### TASK GOAL
Only the text carries over: repeat the records exactly and drop the images.
++++++
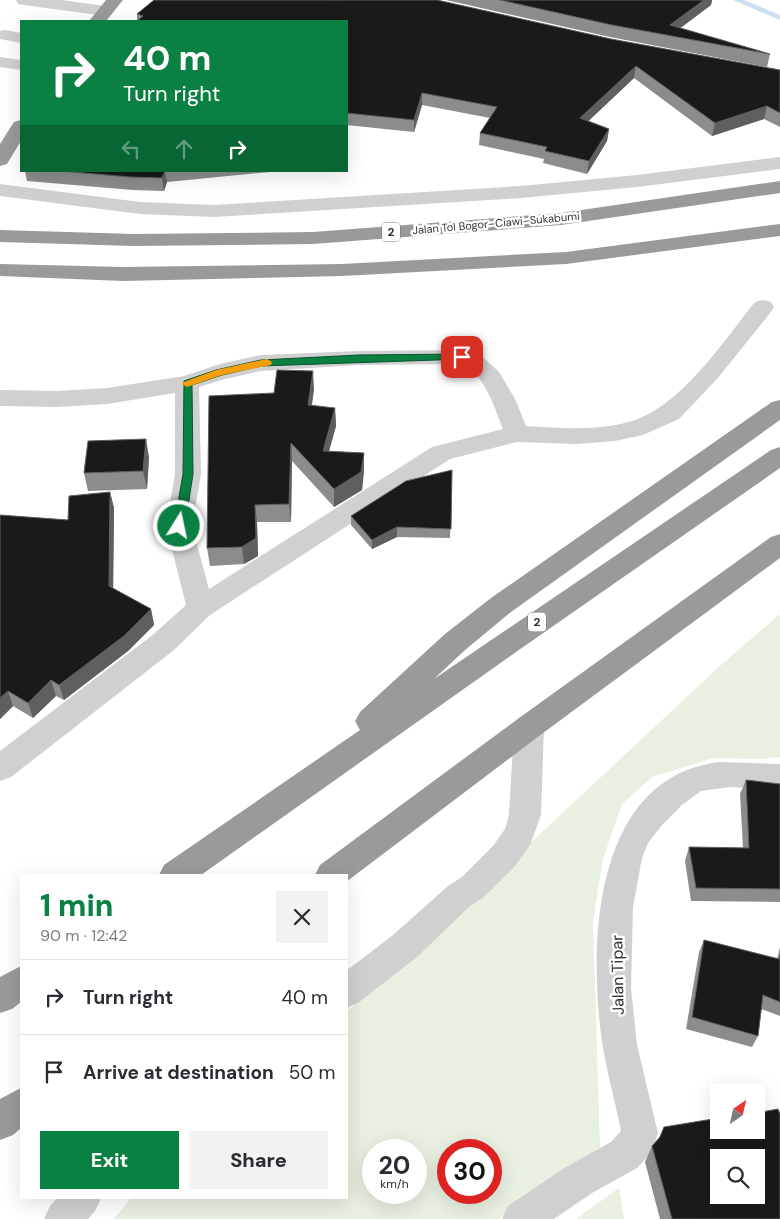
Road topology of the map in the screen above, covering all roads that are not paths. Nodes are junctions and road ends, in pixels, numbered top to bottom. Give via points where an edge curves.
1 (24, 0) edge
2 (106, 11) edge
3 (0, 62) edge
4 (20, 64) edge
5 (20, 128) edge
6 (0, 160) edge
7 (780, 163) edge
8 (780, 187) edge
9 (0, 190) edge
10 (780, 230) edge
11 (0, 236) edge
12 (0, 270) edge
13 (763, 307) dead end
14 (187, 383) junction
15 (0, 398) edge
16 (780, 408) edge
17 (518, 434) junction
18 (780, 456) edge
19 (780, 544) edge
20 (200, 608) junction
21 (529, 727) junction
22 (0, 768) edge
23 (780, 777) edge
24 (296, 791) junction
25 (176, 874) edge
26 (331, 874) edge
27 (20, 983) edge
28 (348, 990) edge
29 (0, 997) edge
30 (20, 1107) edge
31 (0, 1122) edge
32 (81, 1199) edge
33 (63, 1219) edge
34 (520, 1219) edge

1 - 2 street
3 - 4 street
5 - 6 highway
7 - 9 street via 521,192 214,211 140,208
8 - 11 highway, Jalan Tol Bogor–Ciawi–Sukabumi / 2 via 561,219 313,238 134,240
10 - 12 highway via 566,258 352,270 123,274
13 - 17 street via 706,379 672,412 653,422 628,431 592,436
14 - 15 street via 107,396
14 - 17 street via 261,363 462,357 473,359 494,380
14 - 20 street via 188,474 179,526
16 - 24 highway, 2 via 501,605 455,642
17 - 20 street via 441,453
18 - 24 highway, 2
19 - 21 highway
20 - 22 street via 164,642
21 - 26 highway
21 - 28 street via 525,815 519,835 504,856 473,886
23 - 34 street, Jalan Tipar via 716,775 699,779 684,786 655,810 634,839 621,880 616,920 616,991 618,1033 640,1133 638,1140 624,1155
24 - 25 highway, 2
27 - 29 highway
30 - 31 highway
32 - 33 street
++++++
### EXPECTED ANSWER
Road topology of the map in the screen above, covering all roads that are not paths. Nodes are junctions and road ends, in pixels, numbered top to bottom. Give via points where an edge curves.
1 (24, 0) edge
2 (106, 11) edge
3 (0, 62) edge
4 (20, 64) edge
5 (20, 128) edge
6 (0, 160) edge
7 (780, 163) edge
8 (780, 187) edge
9 (0, 190) edge
10 (780, 230) edge
11 (0, 236) edge
12 (0, 270) edge
13 (763, 307) dead end
14 (187, 383) junction
15 (0, 398) edge
16 (780, 408) edge
17 (518, 434) junction
18 (780, 456) edge
19 (780, 544) edge
20 (200, 608) junction
21 (529, 727) junction
22 (0, 768) edge
23 (780, 777) edge
24 (296, 791) junction
25 (176, 874) edge
26 (331, 874) edge
27 (20, 983) edge
28 (348, 990) edge
29 (0, 997) edge
30 (20, 1107) edge
31 (0, 1122) edge
32 (81, 1199) edge
33 (63, 1219) edge
34 (520, 1219) edge

1 - 2 street
3 - 4 street
5 - 6 highway
7 - 9 street via 521,192 214,211 140,208
8 - 11 highway, Jalan Tol Bogor–Ciawi–Sukabumi / 2 via 561,219 313,238 134,240
10 - 12 highway via 566,258 352,270 123,274
13 - 17 street via 706,379 672,412 653,422 628,431 592,436
14 - 15 street via 107,396
14 - 17 street via 261,363 462,357 473,359 494,380
14 - 20 street via 188,474 179,526
16 - 24 highway, 2 via 501,605 455,642
17 - 20 street via 441,453
18 - 24 highway, 2
19 - 21 highway
20 - 22 street via 164,642
21 - 26 highway
21 - 28 street via 525,815 519,835 504,856 473,886
23 - 34 street, Jalan Tipar via 716,775 699,779 684,786 655,810 634,839 621,880 616,920 616,991 618,1033 640,1133 638,1140 624,1155
24 - 25 highway, 2
27 - 29 highway
30 - 31 highway
32 - 33 street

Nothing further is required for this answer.